So he and Piccinin are in full agreement on this. The “disagreement” part was this: Piccinin had said that he had an ethical obligation to report to the world that the Syrian government had not carried out the attack. In contract Quirico said that he (obviously!) can’t prove the identities of the people, can’t prove it was not a rumor and it would be “insane” of him to say he is 100% sure it was not Assad. Sure, fine. There are hints in stories that there may have been random or other fears by Quirico who along Piccinin was treated very badly, “like dogs” including the tips of their tongues split* open by scissors by their rebel captors (remember, this is the Free Syrian Army not the Al Qaeda “Al Nusra” rebels, who did this to them) as part of their torments. So Quirico bends over backwards to repeat this “uncertainty” over what to make of what they heard, but there is no disagreement over what they heard, despite the Italian newspaper making sure to bury the critical two paragraphs by Quirico, in a story two-thirds of which are qualifications, repeated over and over again by Quirico and the editors, how one can’t ever be sure what one hear is what really happened, and who knows, and on, and one, it would make Pravda and Orwell proud* but at least they did report the key two paragraphs.

So not it’s not 100% proof, but pretty damningly strong evidence. Imagine if it has been two pro-Syrian-government people who were kidnapped by the Syrian government, and imagine they had heard their Assad government captors make such a confession, “we did this chemical attack” at Ghouta and then when they are released, they find out, lo and behold, that there was a chemical attack, and it was in Ghouta? Obama’s bombs would be dropping by then at this overwhelmingly incriminating smoking gun, right? Well that’s what happened only in reverse, from two who are known (previous news reports were very sympathetic to the rebels) to be pro-rebel, and still both heard the same thing. As for Piccinin he is more direct:

“It wasn’t the government of Bashar al-Assad that used sarin gas or any other gas in Ghouta.” This is certain “because we overheard a conversation between rebels. It pains me to say it because I’ve been a fierce supporter of the Free Syrian Army..since 2012,” Piccinin said the captives became desperate when they heard that the US was planning to launch a punitive attack against the regime over the gas attack in the Damascus suburb. “We were prisoners, stuck with this information and unable to report it,” he said of their captivity which lasted 5 months. Piccinin said for “ethical reasons” he would not release further details about what he had learnt while in captivity before Quirico had spoken to the Italian government and his newspaper. Piccinin is a history professor but has also been a freelance reporter in Mali as well as Syria. Piccinin said they were taken hostage by members of the Farouq Brigade of the Free Syrian Army*

 

Pierre Piccinin, recently released, arrives at the airport
Pierre Piccinin, recently released, arrives at the airport

With RT’s report corroborated and confirmed now that the original Belgian TV videos are online, as well as confirmation from the NY Times blog, the International Business Times and La Stampa, one can turn to RT itself for an excellent summary:

Two Europeans who were abducted and held hostage for several months in Syria claim they overheard an exchange between their captors which proves that rebels were behind the recent chemical attack.In a number of interviews to European news outlets, the former hostages – Belgian teacher [and freelancer] Pierre Piccinin and Italian journalist Domenico Quirico – said they overheard an English-language Skype conversation between their captors and other men which suggested it was rebel forces, not the government, that used chemical weapons on Syria’s civilian population in an August 21 attack near Damascus.

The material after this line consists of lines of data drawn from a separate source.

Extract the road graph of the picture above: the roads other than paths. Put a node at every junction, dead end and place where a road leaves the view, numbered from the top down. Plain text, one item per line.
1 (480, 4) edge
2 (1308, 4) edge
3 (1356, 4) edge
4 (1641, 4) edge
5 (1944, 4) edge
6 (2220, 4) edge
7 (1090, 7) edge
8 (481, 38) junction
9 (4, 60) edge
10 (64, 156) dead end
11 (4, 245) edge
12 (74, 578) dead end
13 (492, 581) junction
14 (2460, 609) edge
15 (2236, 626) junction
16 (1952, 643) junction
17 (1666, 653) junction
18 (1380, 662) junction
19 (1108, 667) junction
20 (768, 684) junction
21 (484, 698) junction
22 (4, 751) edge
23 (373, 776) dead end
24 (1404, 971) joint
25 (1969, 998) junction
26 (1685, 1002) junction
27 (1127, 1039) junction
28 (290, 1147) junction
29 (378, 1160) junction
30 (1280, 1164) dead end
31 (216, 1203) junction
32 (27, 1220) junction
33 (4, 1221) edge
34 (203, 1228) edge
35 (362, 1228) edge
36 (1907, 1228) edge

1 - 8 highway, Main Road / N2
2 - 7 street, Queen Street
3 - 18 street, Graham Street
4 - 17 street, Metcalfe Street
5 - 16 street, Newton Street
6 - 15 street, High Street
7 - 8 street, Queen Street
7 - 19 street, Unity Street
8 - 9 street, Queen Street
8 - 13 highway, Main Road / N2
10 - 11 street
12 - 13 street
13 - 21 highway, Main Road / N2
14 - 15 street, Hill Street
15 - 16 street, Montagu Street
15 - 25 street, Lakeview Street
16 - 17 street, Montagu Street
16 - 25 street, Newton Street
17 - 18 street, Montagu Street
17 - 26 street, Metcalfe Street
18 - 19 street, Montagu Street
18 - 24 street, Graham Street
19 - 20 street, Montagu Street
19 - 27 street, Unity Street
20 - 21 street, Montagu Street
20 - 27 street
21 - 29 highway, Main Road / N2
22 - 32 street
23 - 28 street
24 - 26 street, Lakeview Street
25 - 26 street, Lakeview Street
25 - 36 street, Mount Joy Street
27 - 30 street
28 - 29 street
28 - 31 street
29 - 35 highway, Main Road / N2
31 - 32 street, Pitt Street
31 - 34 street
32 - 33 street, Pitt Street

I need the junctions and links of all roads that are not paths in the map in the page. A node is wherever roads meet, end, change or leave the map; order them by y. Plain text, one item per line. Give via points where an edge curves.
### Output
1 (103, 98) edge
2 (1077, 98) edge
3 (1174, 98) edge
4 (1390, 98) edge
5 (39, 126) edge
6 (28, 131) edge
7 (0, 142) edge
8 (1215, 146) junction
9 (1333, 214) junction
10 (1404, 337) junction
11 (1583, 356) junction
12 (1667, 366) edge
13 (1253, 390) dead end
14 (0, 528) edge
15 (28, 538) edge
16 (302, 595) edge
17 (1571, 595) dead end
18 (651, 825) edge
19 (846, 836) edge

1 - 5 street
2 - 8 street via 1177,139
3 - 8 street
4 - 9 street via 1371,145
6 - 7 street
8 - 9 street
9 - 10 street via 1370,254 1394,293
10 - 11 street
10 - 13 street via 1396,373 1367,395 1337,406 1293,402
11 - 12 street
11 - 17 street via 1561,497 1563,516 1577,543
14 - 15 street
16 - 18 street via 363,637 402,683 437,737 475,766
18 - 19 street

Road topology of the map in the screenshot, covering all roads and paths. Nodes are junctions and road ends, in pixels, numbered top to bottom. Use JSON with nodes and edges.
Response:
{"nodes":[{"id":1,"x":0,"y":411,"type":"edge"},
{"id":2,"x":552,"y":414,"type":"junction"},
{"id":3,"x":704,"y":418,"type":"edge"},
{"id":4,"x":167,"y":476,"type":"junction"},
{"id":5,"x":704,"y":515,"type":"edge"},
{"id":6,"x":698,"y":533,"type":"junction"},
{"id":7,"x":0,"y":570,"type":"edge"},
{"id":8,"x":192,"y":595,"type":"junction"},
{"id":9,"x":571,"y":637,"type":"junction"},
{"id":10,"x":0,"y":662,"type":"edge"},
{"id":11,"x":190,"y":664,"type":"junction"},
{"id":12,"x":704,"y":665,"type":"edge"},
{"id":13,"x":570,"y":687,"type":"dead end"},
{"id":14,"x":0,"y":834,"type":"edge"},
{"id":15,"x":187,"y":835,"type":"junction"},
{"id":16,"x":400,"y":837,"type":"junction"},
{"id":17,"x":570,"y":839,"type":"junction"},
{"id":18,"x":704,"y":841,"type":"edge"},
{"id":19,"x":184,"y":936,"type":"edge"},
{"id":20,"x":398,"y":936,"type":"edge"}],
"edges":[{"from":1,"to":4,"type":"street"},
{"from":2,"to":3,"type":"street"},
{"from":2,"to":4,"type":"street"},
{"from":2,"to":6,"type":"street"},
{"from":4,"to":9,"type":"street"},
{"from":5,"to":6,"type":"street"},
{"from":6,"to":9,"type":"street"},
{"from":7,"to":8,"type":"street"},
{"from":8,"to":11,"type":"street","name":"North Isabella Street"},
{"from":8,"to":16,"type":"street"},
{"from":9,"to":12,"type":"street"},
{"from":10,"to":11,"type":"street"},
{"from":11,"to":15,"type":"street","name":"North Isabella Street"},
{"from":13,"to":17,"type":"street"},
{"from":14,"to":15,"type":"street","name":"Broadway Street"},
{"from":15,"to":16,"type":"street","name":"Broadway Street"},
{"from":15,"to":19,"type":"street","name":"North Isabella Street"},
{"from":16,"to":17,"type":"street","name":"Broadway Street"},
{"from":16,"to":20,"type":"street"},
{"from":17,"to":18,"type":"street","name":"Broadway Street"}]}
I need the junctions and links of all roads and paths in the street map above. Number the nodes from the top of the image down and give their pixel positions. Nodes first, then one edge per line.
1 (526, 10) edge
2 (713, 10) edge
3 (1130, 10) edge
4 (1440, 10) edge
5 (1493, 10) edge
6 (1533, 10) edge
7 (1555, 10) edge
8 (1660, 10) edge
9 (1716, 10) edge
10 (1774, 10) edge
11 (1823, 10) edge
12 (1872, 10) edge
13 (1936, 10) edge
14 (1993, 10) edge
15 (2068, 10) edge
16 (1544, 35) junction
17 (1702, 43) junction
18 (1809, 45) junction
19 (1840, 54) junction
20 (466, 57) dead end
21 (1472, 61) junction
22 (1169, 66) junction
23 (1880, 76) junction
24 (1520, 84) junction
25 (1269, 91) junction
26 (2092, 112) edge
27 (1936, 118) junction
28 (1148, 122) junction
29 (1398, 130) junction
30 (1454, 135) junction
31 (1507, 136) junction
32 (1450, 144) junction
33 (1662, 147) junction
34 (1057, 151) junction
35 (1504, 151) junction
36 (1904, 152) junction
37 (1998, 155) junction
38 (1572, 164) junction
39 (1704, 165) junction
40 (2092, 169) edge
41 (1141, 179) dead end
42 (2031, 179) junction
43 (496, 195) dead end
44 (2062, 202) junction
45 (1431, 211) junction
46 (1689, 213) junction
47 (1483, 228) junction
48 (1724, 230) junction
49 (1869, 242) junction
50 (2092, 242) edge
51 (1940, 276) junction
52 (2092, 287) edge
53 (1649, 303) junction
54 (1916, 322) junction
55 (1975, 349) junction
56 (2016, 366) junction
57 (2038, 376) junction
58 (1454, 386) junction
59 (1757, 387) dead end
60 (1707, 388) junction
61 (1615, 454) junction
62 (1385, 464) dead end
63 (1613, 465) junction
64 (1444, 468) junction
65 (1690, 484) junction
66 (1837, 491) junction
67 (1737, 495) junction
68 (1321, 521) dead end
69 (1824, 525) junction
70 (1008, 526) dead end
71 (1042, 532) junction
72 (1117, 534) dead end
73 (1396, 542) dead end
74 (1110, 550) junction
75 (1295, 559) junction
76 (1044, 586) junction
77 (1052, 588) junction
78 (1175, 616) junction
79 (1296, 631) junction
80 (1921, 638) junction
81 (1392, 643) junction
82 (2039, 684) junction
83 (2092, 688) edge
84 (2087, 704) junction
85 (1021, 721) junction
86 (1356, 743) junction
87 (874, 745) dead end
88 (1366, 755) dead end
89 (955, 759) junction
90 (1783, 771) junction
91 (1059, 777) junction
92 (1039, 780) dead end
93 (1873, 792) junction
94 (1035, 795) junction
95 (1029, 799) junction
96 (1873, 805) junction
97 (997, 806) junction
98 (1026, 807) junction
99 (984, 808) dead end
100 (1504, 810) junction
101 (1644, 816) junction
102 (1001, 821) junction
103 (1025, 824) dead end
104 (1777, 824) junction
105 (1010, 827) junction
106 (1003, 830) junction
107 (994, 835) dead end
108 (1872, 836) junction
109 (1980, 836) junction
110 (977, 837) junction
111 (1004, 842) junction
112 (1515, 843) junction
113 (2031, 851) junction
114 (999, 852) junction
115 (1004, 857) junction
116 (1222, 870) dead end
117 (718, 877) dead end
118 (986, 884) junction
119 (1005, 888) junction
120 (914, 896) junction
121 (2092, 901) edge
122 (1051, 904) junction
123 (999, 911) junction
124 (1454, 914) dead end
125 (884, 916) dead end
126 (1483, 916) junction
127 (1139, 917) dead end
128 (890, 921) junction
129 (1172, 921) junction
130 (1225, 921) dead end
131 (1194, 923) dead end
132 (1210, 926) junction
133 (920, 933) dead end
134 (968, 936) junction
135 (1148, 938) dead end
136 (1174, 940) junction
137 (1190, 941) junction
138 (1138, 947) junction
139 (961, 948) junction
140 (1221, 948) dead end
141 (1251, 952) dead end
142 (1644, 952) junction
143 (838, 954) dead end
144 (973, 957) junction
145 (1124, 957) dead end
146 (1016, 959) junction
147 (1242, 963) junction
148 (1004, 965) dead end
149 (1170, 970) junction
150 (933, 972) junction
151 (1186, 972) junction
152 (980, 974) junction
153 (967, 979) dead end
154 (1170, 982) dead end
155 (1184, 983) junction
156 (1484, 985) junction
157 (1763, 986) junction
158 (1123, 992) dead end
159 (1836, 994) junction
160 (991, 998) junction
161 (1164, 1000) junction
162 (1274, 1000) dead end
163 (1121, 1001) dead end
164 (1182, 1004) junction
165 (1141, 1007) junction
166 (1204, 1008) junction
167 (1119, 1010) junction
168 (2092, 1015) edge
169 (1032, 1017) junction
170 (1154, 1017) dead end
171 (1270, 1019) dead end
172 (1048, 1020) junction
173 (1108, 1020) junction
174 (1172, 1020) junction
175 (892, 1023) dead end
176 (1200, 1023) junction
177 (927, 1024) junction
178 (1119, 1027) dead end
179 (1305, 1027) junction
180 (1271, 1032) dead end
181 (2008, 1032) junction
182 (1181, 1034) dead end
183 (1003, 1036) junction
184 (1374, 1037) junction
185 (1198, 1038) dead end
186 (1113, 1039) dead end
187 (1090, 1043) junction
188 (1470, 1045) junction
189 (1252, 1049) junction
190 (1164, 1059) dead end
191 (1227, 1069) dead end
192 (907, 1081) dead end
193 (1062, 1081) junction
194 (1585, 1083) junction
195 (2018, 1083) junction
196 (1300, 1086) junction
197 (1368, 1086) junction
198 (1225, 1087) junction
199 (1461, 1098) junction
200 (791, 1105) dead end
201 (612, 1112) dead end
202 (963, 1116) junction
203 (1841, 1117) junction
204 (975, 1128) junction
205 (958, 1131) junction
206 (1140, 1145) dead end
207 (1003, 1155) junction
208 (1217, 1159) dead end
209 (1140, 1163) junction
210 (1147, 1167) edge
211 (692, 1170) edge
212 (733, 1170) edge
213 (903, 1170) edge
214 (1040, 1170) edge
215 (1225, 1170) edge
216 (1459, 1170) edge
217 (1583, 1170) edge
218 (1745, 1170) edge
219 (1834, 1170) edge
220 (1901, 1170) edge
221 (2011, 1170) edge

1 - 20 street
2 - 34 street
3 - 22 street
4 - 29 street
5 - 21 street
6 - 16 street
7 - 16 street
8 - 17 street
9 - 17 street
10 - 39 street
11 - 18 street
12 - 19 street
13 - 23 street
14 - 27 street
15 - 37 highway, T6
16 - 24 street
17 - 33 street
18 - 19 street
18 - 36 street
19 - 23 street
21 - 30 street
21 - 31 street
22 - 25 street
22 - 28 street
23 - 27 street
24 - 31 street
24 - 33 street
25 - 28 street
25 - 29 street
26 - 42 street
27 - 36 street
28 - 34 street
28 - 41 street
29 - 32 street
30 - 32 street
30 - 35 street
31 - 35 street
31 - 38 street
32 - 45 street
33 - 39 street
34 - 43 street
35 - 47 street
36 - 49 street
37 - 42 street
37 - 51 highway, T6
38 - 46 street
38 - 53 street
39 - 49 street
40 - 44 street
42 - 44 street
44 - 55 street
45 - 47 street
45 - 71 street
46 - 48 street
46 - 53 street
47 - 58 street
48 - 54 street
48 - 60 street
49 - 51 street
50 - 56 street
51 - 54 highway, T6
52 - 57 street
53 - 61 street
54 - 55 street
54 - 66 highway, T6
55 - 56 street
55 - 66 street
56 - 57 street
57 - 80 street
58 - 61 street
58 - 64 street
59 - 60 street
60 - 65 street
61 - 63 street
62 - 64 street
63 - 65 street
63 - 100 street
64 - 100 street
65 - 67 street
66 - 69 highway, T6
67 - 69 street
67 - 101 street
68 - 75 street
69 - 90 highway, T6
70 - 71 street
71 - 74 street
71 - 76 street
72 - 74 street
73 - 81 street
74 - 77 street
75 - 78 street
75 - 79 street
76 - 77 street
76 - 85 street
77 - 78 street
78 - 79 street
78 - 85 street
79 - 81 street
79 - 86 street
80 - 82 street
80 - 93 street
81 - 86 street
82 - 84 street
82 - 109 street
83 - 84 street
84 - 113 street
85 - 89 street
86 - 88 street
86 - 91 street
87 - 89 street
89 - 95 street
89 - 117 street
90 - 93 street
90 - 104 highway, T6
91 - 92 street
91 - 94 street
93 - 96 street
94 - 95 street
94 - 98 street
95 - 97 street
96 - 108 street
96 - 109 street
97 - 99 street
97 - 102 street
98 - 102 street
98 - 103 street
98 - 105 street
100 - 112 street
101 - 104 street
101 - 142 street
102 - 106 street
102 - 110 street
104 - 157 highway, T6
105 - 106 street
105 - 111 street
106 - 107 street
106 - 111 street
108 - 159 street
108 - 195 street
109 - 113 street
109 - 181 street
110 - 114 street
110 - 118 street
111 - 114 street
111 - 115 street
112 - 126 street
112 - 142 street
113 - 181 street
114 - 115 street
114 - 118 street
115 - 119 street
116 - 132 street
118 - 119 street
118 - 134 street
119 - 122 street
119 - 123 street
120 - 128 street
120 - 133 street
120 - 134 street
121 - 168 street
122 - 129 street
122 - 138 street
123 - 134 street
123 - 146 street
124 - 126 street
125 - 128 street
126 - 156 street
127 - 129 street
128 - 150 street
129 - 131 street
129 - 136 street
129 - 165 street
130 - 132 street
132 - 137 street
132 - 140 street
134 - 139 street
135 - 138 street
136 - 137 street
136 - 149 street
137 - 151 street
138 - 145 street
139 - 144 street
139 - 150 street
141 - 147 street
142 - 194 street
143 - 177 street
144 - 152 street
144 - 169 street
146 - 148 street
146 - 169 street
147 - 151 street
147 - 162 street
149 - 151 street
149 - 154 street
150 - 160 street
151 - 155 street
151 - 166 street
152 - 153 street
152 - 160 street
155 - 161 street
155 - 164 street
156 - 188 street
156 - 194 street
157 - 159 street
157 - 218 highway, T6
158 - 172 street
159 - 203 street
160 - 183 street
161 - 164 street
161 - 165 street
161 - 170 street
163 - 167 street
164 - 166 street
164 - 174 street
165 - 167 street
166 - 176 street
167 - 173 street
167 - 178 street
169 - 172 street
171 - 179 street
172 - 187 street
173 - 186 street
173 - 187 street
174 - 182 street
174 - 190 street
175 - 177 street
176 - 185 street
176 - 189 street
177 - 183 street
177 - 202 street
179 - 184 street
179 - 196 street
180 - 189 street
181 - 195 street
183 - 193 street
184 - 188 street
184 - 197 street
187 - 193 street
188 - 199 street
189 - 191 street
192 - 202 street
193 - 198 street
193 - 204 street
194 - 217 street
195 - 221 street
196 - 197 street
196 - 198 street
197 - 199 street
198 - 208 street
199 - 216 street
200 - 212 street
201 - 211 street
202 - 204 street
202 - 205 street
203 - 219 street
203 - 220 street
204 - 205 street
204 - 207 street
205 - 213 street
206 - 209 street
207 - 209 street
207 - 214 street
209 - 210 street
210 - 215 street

Piccinin stressed that while being held captive, he and fellow prisoner Quirico were secluded from the outside world and had no idea that chemical weapons were deployed. But the conversation which both men overheard suggested that the use of the weapons was a strategic move by the opposition, aimed at getting the West to intervene.

“In this conversation, they said that the gas attack on two neighborhoods of Damascus was launched by the rebels as a provocation to lead the West to intervene militarily,” Quirico told Italy’s La Stampa. “We were [initially] unaware of everything that was going on during our detention in Syria, and therefore also with the gas attack in Damascus.”

Based on what both men have learned, Piccinin told RTL that it would be “insane and suicidal for the West to support these people.”

“It pains me to say it because I’ve been a fierce supporter of the Free Syrian Army in its rightful fight for democracy since 2012,” Piccinin added. “It is a moral duty to say this. The government of Bashar al-Assad did not use sarin gas or other types of gas in the outskirts of Damascus,” Piccinin said during an interview with Belgium’s RTL radio station.

[Concerning the rebels] Quirico seems to agree with Piccinin’s assessment.

I am extremely surprised that the United States could think about intervening, knowing very well how the Syrian revolution has become international jihadism — in other words Al-Qaeda,” Quirico said, as quoted by Italy’s Quotidiano Nazionale. [This is the same Quirico which the New York Times, in an article designed to give readers a false impression, following La Stampa, of hugely “differing claims” nevertheless noted that Quirico himself had previously “reported sympathetically on the uprising” before being kidnapped. -HB]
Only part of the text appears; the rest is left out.